This fails because the LLM's reasoning engine — the same one generating the sunk-cost behavior — is asked to evaluate whether it is failing. The interpreter is compromised.

The Solution: Ω (Omega)

A mathematical function the agent computes over its own results:

Ω(W) = α · Q_valid(W) + β · P_gain(W) − γ · R_waste(W)

Component	Measures	Weight
Q_valid	Mean accuracy of valid (no-error) outputs in window	α=0.3
P_gain	Fractional improvement over previous window's best	β=0.6
R_waste	Fraction of window consumed by errors (token waste)	γ=0.1

Two streams: Valid outputs (quality signal) vs Error outputs (waste signal).
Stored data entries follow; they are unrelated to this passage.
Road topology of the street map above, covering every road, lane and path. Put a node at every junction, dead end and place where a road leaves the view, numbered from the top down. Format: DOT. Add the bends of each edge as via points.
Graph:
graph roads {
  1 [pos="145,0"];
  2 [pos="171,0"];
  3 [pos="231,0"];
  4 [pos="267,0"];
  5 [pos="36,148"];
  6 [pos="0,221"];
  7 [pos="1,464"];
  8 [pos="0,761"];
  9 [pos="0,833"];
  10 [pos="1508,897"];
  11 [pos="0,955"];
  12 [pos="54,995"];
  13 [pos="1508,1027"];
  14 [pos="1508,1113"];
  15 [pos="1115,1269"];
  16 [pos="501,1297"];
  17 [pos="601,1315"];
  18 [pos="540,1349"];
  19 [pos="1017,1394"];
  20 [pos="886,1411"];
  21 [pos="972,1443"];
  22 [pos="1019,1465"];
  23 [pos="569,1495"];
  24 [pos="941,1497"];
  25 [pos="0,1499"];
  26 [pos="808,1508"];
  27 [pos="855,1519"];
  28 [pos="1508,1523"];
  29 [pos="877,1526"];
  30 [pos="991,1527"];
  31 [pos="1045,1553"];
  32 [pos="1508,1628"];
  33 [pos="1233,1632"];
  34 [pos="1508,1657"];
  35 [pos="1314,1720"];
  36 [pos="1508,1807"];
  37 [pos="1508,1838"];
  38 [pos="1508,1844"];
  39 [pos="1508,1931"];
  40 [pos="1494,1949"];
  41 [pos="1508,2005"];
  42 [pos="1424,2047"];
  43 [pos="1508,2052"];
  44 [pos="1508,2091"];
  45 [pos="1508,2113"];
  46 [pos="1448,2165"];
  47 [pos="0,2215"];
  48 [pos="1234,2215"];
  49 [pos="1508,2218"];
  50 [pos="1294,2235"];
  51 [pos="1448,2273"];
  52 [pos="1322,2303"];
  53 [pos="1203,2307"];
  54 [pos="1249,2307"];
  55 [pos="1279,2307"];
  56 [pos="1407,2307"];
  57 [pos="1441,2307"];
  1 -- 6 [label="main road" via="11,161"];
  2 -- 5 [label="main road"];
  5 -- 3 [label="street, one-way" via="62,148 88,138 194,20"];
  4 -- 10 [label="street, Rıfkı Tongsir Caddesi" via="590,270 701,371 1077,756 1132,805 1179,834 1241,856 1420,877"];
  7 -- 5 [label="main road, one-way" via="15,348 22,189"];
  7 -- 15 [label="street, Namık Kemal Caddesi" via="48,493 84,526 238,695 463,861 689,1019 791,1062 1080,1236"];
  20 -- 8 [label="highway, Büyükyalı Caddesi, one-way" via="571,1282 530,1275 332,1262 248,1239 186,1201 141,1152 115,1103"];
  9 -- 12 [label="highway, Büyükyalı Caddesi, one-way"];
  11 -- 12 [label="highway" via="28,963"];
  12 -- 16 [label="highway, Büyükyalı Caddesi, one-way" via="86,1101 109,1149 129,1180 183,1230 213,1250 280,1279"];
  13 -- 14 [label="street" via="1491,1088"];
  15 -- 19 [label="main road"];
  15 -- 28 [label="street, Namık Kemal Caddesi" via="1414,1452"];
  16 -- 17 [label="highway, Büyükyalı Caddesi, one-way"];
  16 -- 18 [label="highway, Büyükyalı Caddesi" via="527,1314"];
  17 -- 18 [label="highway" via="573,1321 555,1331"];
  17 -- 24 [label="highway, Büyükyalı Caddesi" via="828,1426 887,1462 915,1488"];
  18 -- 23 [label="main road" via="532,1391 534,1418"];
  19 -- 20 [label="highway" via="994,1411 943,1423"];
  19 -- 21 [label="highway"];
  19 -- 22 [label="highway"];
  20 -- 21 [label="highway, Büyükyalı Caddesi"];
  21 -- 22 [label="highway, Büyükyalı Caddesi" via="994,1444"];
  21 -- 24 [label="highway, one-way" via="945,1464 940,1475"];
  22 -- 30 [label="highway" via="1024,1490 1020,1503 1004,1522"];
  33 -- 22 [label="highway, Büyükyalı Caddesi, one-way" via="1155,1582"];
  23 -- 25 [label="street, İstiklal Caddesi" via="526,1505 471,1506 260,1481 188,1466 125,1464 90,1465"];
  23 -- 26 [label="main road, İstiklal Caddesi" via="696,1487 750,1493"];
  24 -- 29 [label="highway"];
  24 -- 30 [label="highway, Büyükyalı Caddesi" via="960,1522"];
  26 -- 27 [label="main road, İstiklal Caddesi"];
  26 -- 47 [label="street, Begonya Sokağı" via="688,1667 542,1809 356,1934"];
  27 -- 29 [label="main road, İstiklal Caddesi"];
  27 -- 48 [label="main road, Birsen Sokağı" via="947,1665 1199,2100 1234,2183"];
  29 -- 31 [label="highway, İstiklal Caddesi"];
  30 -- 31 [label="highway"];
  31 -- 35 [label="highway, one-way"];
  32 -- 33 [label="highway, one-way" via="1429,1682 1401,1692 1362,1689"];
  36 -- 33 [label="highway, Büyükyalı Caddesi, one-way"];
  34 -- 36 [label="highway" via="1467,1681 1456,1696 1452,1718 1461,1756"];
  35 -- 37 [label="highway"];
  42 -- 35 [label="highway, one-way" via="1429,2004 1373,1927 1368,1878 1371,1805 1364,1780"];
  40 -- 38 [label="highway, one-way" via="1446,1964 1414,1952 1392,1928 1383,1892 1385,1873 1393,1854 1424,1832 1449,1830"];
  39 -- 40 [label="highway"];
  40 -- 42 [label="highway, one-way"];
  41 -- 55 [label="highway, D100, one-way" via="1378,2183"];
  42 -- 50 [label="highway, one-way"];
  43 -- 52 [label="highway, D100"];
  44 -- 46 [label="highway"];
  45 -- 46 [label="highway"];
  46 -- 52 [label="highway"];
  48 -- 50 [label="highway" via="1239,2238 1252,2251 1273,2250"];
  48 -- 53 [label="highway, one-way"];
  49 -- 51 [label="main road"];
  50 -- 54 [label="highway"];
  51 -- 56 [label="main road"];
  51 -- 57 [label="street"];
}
Window advances every 5 valid outputs — errors don't count toward the window clock.

4-action decision rule (replaces binary stop/continue):

Condition	Action
Progress > threshold	CONTINUE
Stagnated + quality acceptable	STOP
Stagnated + quality below target	PIVOT (switch model family)
Error ratio too high	ESCALATE (route to frontier API)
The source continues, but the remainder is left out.